- [Supplied information]
····················

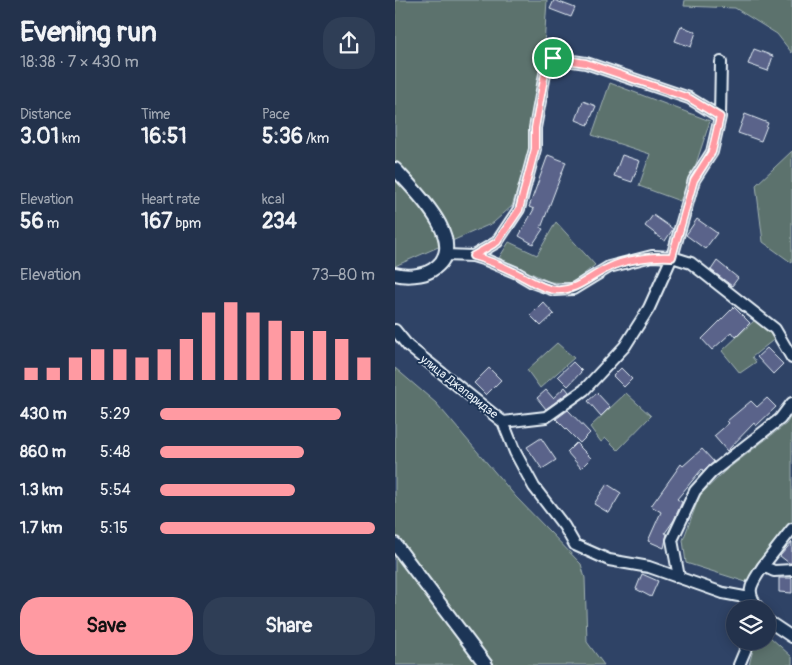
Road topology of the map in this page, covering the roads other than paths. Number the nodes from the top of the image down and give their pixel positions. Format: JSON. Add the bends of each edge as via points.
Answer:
{"nodes":[{"id":1,"x":721,"y":62,"type":"dead end"},
{"id":2,"x":720,"y":117,"type":"junction"},
{"id":3,"x":395,"y":169,"type":"edge"},
{"id":4,"x":445,"y":254,"type":"junction"},
{"id":5,"x":473,"y":256,"type":"junction"},
{"id":6,"x":672,"y":257,"type":"junction"},
{"id":7,"x":396,"y":278,"type":"edge"},
{"id":8,"x":395,"y":330,"type":"edge"},
{"id":9,"x":792,"y":358,"type":"edge"},
{"id":10,"x":792,"y":403,"type":"edge"},
{"id":11,"x":503,"y":422,"type":"junction"},
{"id":12,"x":792,"y":530,"type":"edge"},
{"id":13,"x":395,"y":544,"type":"edge"},
{"id":14,"x":763,"y":566,"type":"junction"},
{"id":15,"x":792,"y":570,"type":"edge"},
{"id":16,"x":679,"y":577,"type":"junction"},
{"id":17,"x":750,"y":596,"type":"junction"},
{"id":18,"x":753,"y":600,"type":"edge"},
{"id":19,"x":776,"y":626,"type":"edge"},
{"id":20,"x":792,"y":637,"type":"edge"},
{"id":21,"x":745,"y":650,"type":"edge"},
{"id":22,"x":486,"y":665,"type":"edge"},
{"id":23,"x":739,"y":665,"type":"edge"}],
"edges":[{"from":1,"to":2,"type":"street","name":"улица Джапаридзе"},
{"from":2,"to":5,"type":"street","via":[[689,98],[586,63],[549,60],[535,128],[535,149],[519,210],[497,242]]},
{"from":2,"to":6,"type":"street","name":"улица Джапаридзе","via":[[712,152],[694,180]]},
{"from":3,"to":4,"type":"street","via":[[439,222]]},
{"from":4,"to":5,"type":"street"},
{"from":4,"to":7,"type":"street","via":[[441,265],[426,274]]},
{"from":5,"to":6,"type":"street","via":[[554,290],[573,289],[609,267],[652,256]]},
{"from":6,"to":9,"type":"street","via":[[691,263],[775,329]]},
{"from":6,"to":11,"type":"street","name":"улица Джапаридзе","via":[[649,308],[625,346],[585,390],[546,417]]},
{"from":8,"to":11,"type":"street","name":"улица Джапаридзе","via":[[408,346]]},
{"from":10,"to":16,"type":"street","via":[[780,419],[712,472],[695,491],[672,540]]},
{"from":11,"to":16,"type":"street","name":"улица Джапаридзе","via":[[534,487],[575,546],[609,560],[649,567]]},
{"from":12,"to":14,"type":"street"},
{"from":13,"to":22,"type":"street"},
{"from":14,"to":15,"type":"street","via":[[774,571]]},
{"from":14,"to":17,"type":"street","via":[[751,586]]},
{"from":16,"to":17,"type":"street","name":"улица Джапаридзе","via":[[723,593],[744,598]]},
{"from":17,"to":18,"type":"street"},
{"from":19,"to":20,"type":"street"},
{"from":21,"to":23,"type":"street"}]}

····················

- [Problem details]
Pictures omitted, give the entries again exactly.

- [Solution to this task]
Road topology of the map in this page, covering the roads other than paths. Number the nodes from the top of the image down and give their pixel positions. Format: JSON. Add the bends of each edge as via points.
Answer:
{"nodes":[{"id":1,"x":721,"y":62,"type":"dead end"},
{"id":2,"x":720,"y":117,"type":"junction"},
{"id":3,"x":395,"y":169,"type":"edge"},
{"id":4,"x":445,"y":254,"type":"junction"},
{"id":5,"x":473,"y":256,"type":"junction"},
{"id":6,"x":672,"y":257,"type":"junction"},
{"id":7,"x":396,"y":278,"type":"edge"},
{"id":8,"x":395,"y":330,"type":"edge"},
{"id":9,"x":792,"y":358,"type":"edge"},
{"id":10,"x":792,"y":403,"type":"edge"},
{"id":11,"x":503,"y":422,"type":"junction"},
{"id":12,"x":792,"y":530,"type":"edge"},
{"id":13,"x":395,"y":544,"type":"edge"},
{"id":14,"x":763,"y":566,"type":"junction"},
{"id":15,"x":792,"y":570,"type":"edge"},
{"id":16,"x":679,"y":577,"type":"junction"},
{"id":17,"x":750,"y":596,"type":"junction"},
{"id":18,"x":753,"y":600,"type":"edge"},
{"id":19,"x":776,"y":626,"type":"edge"},
{"id":20,"x":792,"y":637,"type":"edge"},
{"id":21,"x":745,"y":650,"type":"edge"},
{"id":22,"x":486,"y":665,"type":"edge"},
{"id":23,"x":739,"y":665,"type":"edge"}],
"edges":[{"from":1,"to":2,"type":"street","name":"улица Джапаридзе"},
{"from":2,"to":5,"type":"street","via":[[689,98],[586,63],[549,60],[535,128],[535,149],[519,210],[497,242]]},
{"from":2,"to":6,"type":"street","name":"улица Джапаридзе","via":[[712,152],[694,180]]},
{"from":3,"to":4,"type":"street","via":[[439,222]]},
{"from":4,"to":5,"type":"street"},
{"from":4,"to":7,"type":"street","via":[[441,265],[426,274]]},
{"from":5,"to":6,"type":"street","via":[[554,290],[573,289],[609,267],[652,256]]},
{"from":6,"to":9,"type":"street","via":[[691,263],[775,329]]},
{"from":6,"to":11,"type":"street","name":"улица Джапаридзе","via":[[649,308],[625,346],[585,390],[546,417]]},
{"from":8,"to":11,"type":"street","name":"улица Джапаридзе","via":[[408,346]]},
{"from":10,"to":16,"type":"street","via":[[780,419],[712,472],[695,491],[672,540]]},
{"from":11,"to":16,"type":"street","name":"улица Джапаридзе","via":[[534,487],[575,546],[609,560],[649,567]]},
{"from":12,"to":14,"type":"street"},
{"from":13,"to":22,"type":"street"},
{"from":14,"to":15,"type":"street","via":[[774,571]]},
{"from":14,"to":17,"type":"street","via":[[751,586]]},
{"from":16,"to":17,"type":"street","name":"улица Джапаридзе","via":[[723,593],[744,598]]},
{"from":17,"to":18,"type":"street"},
{"from":19,"to":20,"type":"street"},
{"from":21,"to":23,"type":"street"}]}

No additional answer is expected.